Gender and Athletics
Women and Sport in the Muslim World
Austin Bodetti
From proponents of social conservatism to supporters of Islamic feminism, plenty of activists, politicians, and scholars have dwelled on the place of women within the Muslim world. Few, though, have spent time thinking about the region’s fast-expanding number of female athletes. Across the Middle East and beyond, women are moving to take a far more active role in popular sports.
In fighting for equality on the soccer field, women throughout the Middle East have typically found themselves waging an uphill battle against social norms. While these cultural restrictions often slow the region’s female athletes, even long-held taboos rarely stop them.

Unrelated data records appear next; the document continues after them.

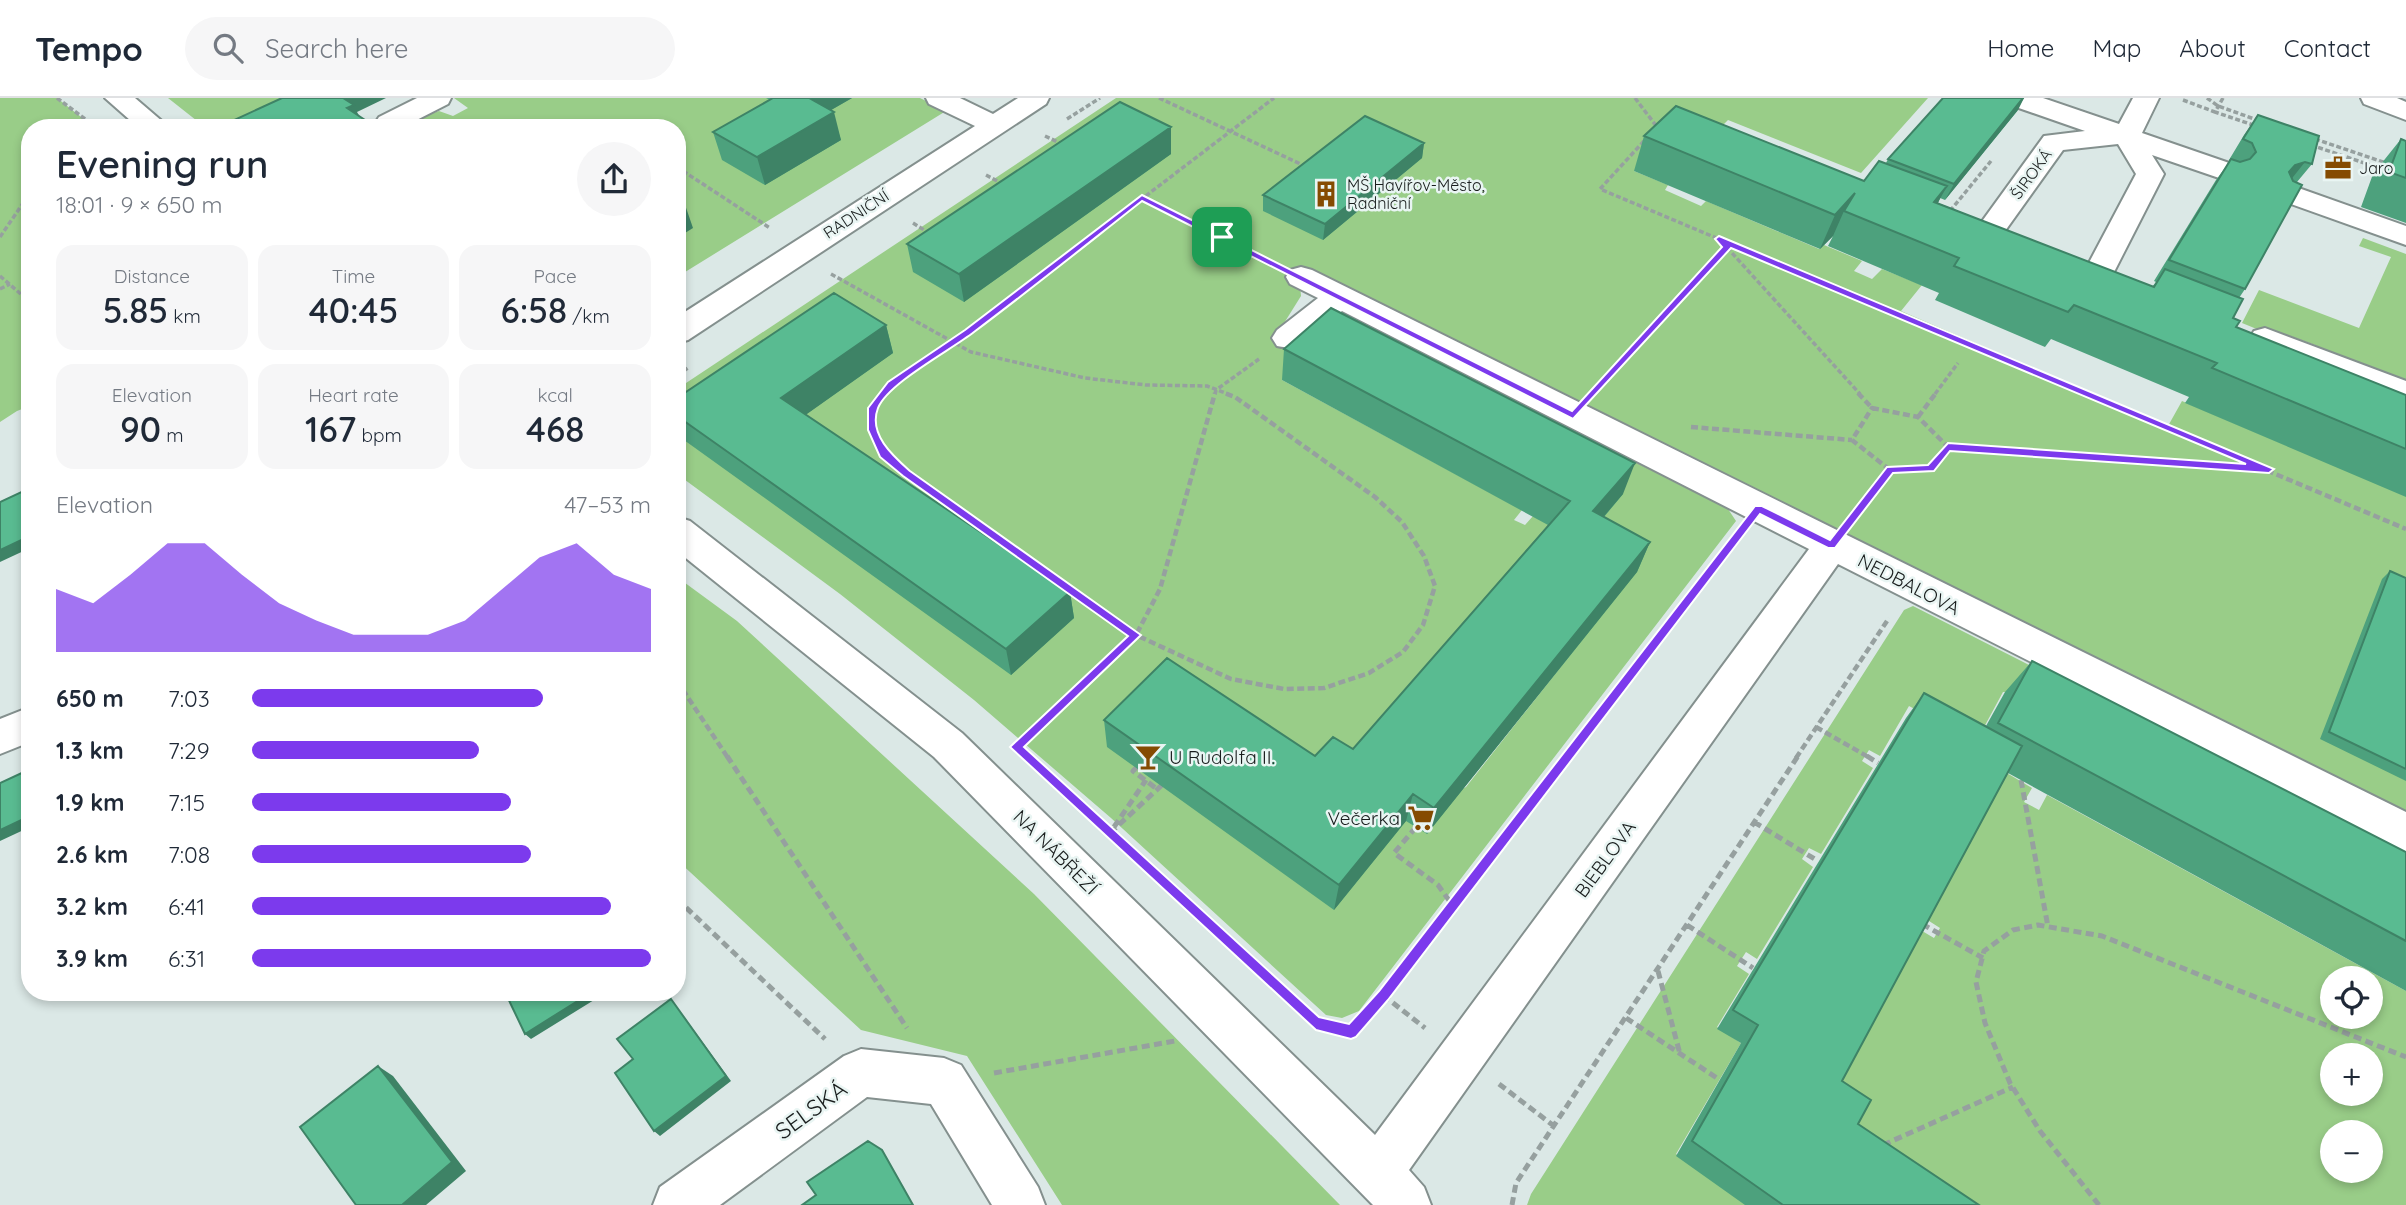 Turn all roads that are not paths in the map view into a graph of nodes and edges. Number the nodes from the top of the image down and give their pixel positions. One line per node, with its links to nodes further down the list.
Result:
1 (118, 98): 9 (street)
2 (438, 98): 10 (street)
3 (939, 98): 11 (street)
4 (1036, 98): 11 (street, RADNIČNÍ)
5 (2146, 98): 12 (street)
6 (2374, 98): 8 (street)
7 (2023, 100): 12 (street, ŠIROKÁ)
8 (2406, 112)
9 (145, 119)
10 (397, 119)
11 (993, 124): 20 (street, RADNIČNÍ)
12 (2127, 136): 13 (street, ŠIROKÁ); 15 (street, ŠIROKÁ); 17 (street)
13 (2225, 171)
14 (2290, 194): 16 (street)
15 (1991, 232)
16 (2406, 236)
17 (2099, 274)
18 (1301, 277): 19 (street, NEDBALOVA)
19 (1339, 297): 22 (street); 25 (street, NEDBALOVA)
20 (686, 326)
21 (2239, 329): 23 (street)
22 (1288, 338)
23 (2406, 394)
24 (686, 538): 29 (street, NA NÁBŘEŽÍ)
25 (1832, 545): 28 (street, NEDBALOVA); 29 (street, BIEBLOVA)
26 (21, 728): 27 (street)
27 (0, 737)
28 (2406, 833)
29 (1378, 1172): 32 (street, NA NÁBŘEŽÍ)
30 (678, 1205): 31 (street, SELSKÁ)
31 (1020, 1205)
32 (1406, 1205) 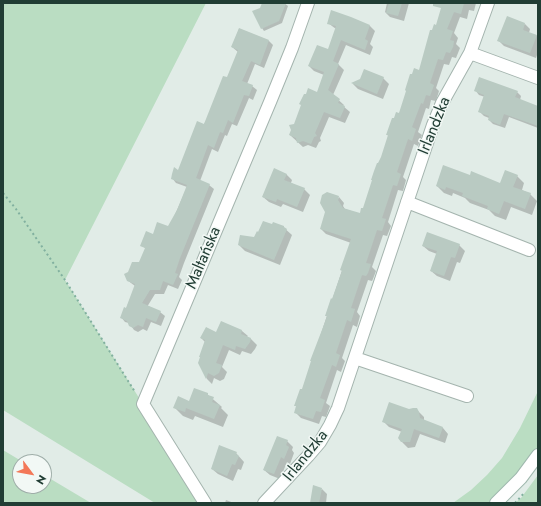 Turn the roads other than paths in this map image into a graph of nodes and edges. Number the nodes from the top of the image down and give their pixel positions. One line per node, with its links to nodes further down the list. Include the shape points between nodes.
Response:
1 (308, 3): 10 (street, Maltańska, via 270,102 143,404)
2 (488, 3): 3 (street, Irlandzka)
3 (470, 53): 4 (street); 5 (street, Irlandzka, via 437,114)
4 (538, 78)
5 (407, 202): 6 (street); 7 (street, Irlandzka)
6 (529, 250)
7 (355, 358): 8 (street); 11 (street, Irlandzka, via 338,408 320,442)
8 (467, 396)
9 (538, 455): 12 (street, via 521,478)
10 (205, 503)
11 (264, 503)
12 (496, 503) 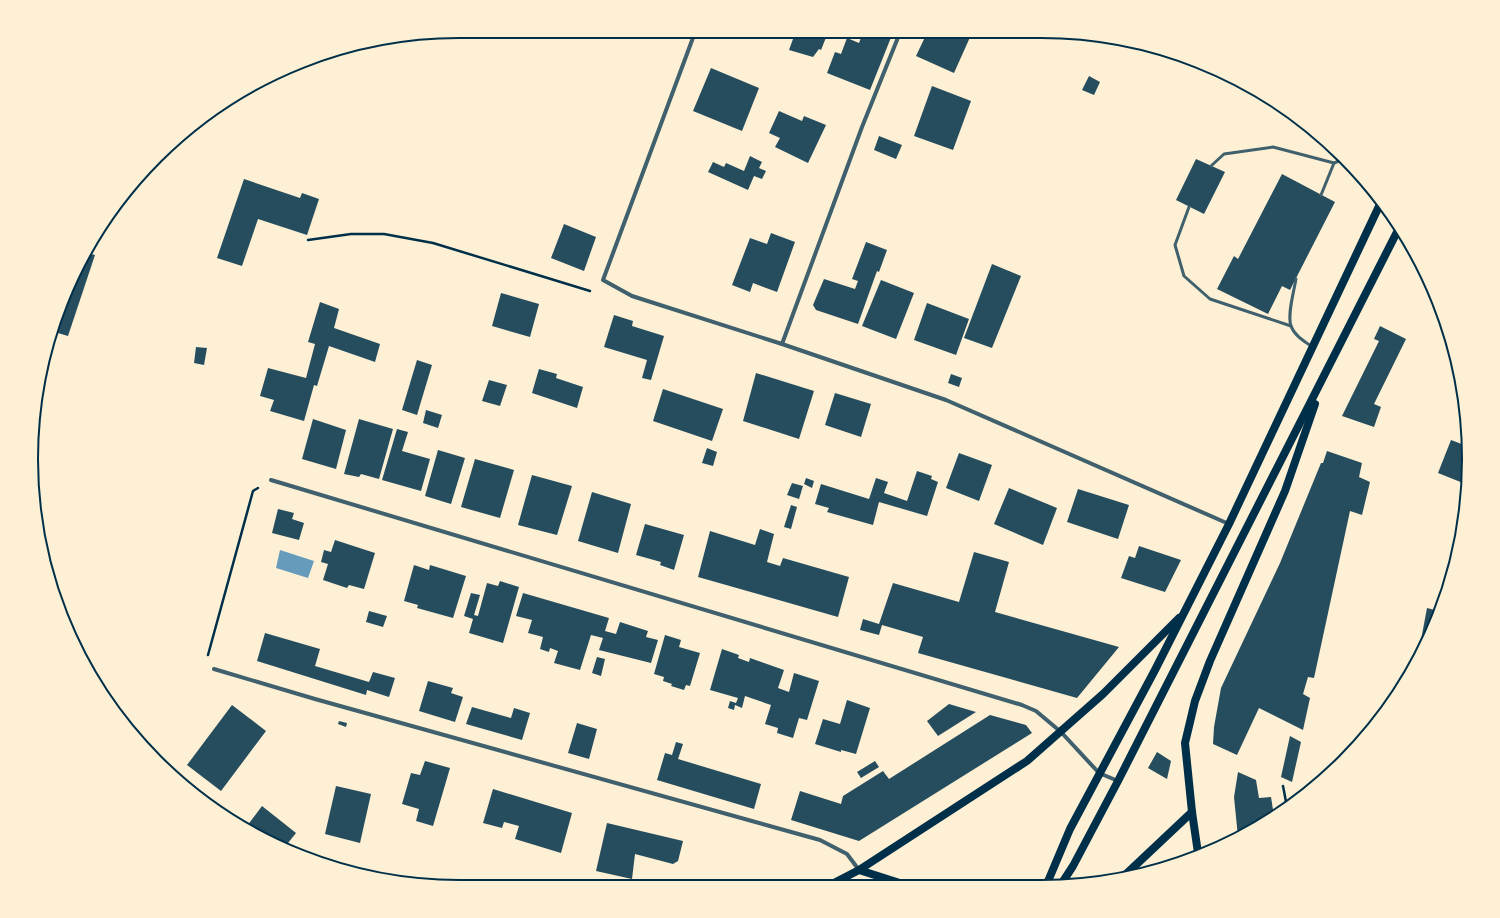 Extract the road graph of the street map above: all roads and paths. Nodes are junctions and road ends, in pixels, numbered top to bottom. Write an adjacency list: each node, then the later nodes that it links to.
1 (693, 38): 14 (street)
2 (898, 38): 14 (street)
3 (1339, 161): 4 (lane)
4 (1334, 163): 5 (lane); 6 (lane)
5 (1211, 166)
6 (1321, 194)
7 (1189, 207): 13 (lane)
8 (1378, 208): 15 (main road)
9 (1396, 233): 16 (main road)
10 (308, 240): 12 (path)
11 (1296, 279): 13 (lane)
12 (598, 293)
13 (1291, 326): 15 (lane)
14 (782, 344): 18 (street)
15 (1312, 346): 18 (main road)
16 (1324, 377): 23 (main road); 26 (main road)
17 (271, 480): 20 (path); 21 (street)
18 (1229, 524): 19 (main road)
19 (1183, 613): 21 (main road); 22 (main road)
20 (214, 669): 28 (street)
21 (1061, 732): 22 (street); 28 (main road)
22 (1099, 773): 23 (street); 33 (main road)
23 (1118, 781): 30 (main road)
24 (1283, 786): 25 (path)
25 (1285, 802)
26 (1192, 812): 27 (main road); 29 (main road)
27 (1198, 850)
28 (859, 870): 31 (main road); 32 (main road)
29 (1131, 870)
30 (1064, 879)
31 (840, 880)
32 (890, 880)
33 (1049, 880) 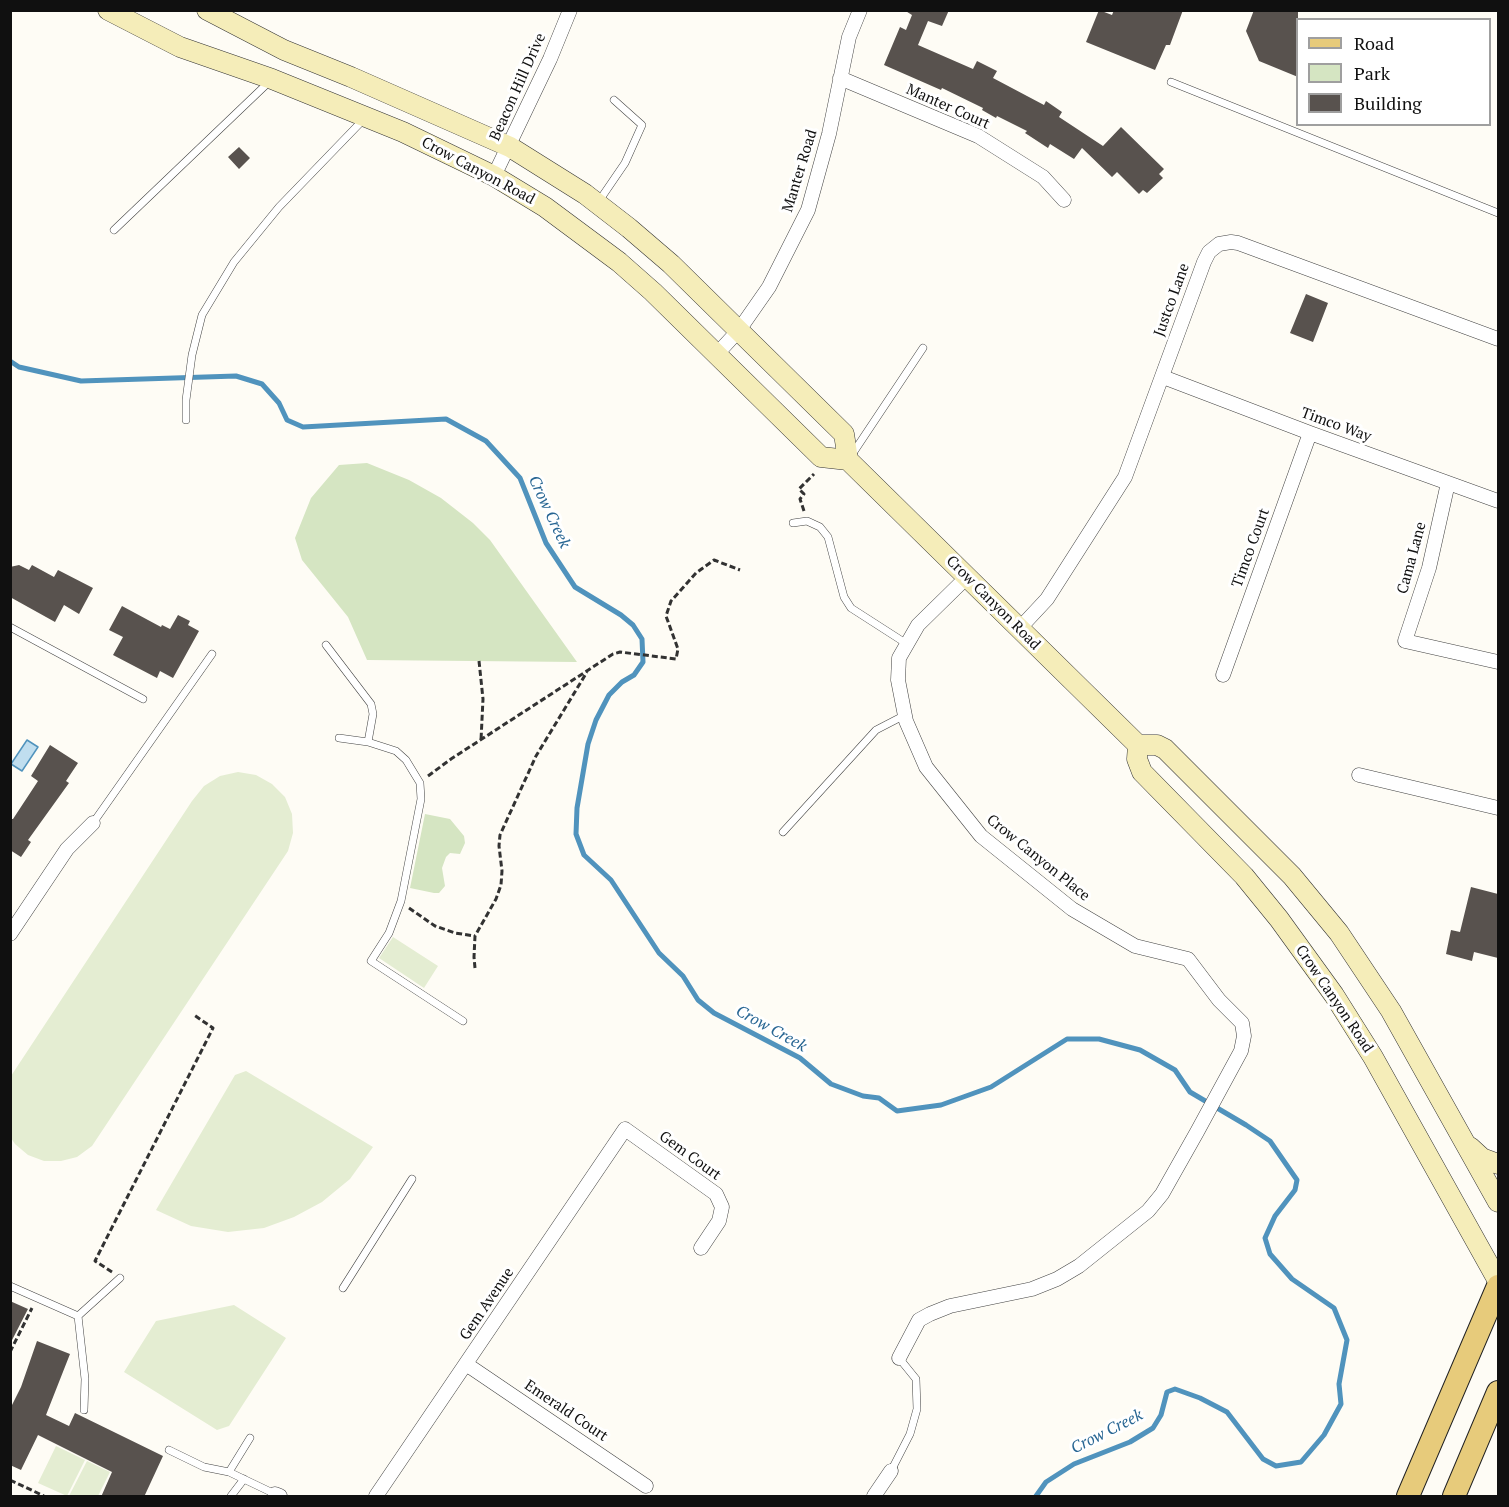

Clerics at a refugee camp for Palestinians and Syrians in Lebanon, Nahr el-Bared, tried to keep girls from playing soccer because the young players would have to wear shorts to participate. Supported by the charity, “Right to Play,” the female coaches training the girls resolved the dispute with an innovative solution: they built a wall around the field where the girls practiced, to keep the clerics from seeing any games. The project later evolved into an opportunity for the camps’ boys and girls to learn soccer together, a unique opportunity to teach gender equality.
As the episode in Lebanon shows, resistance to women’s participation in sports affects even the most progressive countries in the Middle East. Despite this trend, the region’s most conservative states have tended to consider their female athletes sources of pride.
Kimia Alizadeh chose to compete in the 2016 Summer Olympics in Rio de Janeiro under the flag of Iran, a country notorious for expansive restrictions on women’s rights. She earned the praises of Iranian President, Hassan Rouhani and the country’s hardliners after landing a bronze medal in taekwondo, becoming Iran’s first female Olympic medalist and a cultural icon.
Saudi Arabia, whose record on women’s rights many consider even worse than Iran’s, provides another example. The kingdom fielded its own team of female athletes at the Olympics in 2016. The Saudi women’s landmark participation heralded the kingdom’s wider attempts to reform its image, which have included lifting its much-derided ban on women driving cars.
Though the spread of the coronavirus delayed the 2020 Summer Olympics, Saudi Arabia is planning to send some of those same female stars to Tokyo in 2021 for the rescheduled games, a signal that it wants women to take a wider role in sports and on the international stage. The kingdom also elected a woman to the Saudi Arabian Olympic Committee, giving women a greater voice behind the scenes.
In the Western world, the top Muslim women in sports have made an even bigger splash and are becoming household names. Ibtihaj Muhammad, a fencer from New Jersey, captured headlines in 2016 as the first Muslim-American woman to compete in the Olympics while wearing a hijab. For her part, the teenage Minnesotan, Amaiya Zafar, reversed the International Boxing Association’s ban on the hijab in the hope of qualifying for the 2024 Summer Olympics. In addition to winning their individual battles, the athletes have also overcome stereotypes about Muslim women.
As Muslim women have reshaped sports and popular culture, the titans of the sport industry are starting to stand behind them. Nike unveiled an athletic hijab in 2018 after having developed the much-vaunted product in collaboration with a pair of Muslim athletic stars: Amna al-Haddad, an Emirati weightlifter, and Manal A. Rostom, an Egyptian runner. Nike’s move marked a historic cultural change that the rest of the sport industry seems likely to echo.
Despite Muslim women’s advances in sports in the Middle East and the West alike, this progress has only gone so far in undoing the racism and sexism that has all too often trailed them. Alizadeh, the Olympian from Iran, fled to Europe and plans to compete in the Olympics under a different flag after a leaked video showed her mingling with men. Muhammad, the American Olympian, has faced death threats from fans of fencing hostile to the ascent of a Muslim woman.
These conflicting currents often result in paradoxes. Zeinab Sahafi, a well-known Iranian fan of soccer, had to escape to Turkey to avoid the authorities. She had come under pressure from Iran’s police for evading the country’s ban on women watching soccer at stadiums; she achieved this impressive feat by dressing herself as a man. In an ironic twist, Iran lifted the ban late last year, sparking celebrations from Iranian women but leaving Sahafi to watch games from exile.
Female athletes and fans of sports in the Muslim world may continue to face obstacles for some time to come, but these difficulties should do little to diminish their accomplishments. They have demonstrated that nothing can stop women from dominating sports and pop culture. When Japan hosts the Summer Olympics in 2021, the Middle East’s female athletes will be going for the gold.
AUSTIN BODETTI is a Rabat-based researcher specializing in Middle Eastern studies. His work has appeared in USA Today and Wired. He is a regular contributor to MizanPop. Any opinion or analysis expressed in this piece is by the author under the auspices of MizanProject.org and is not associated with any other entity.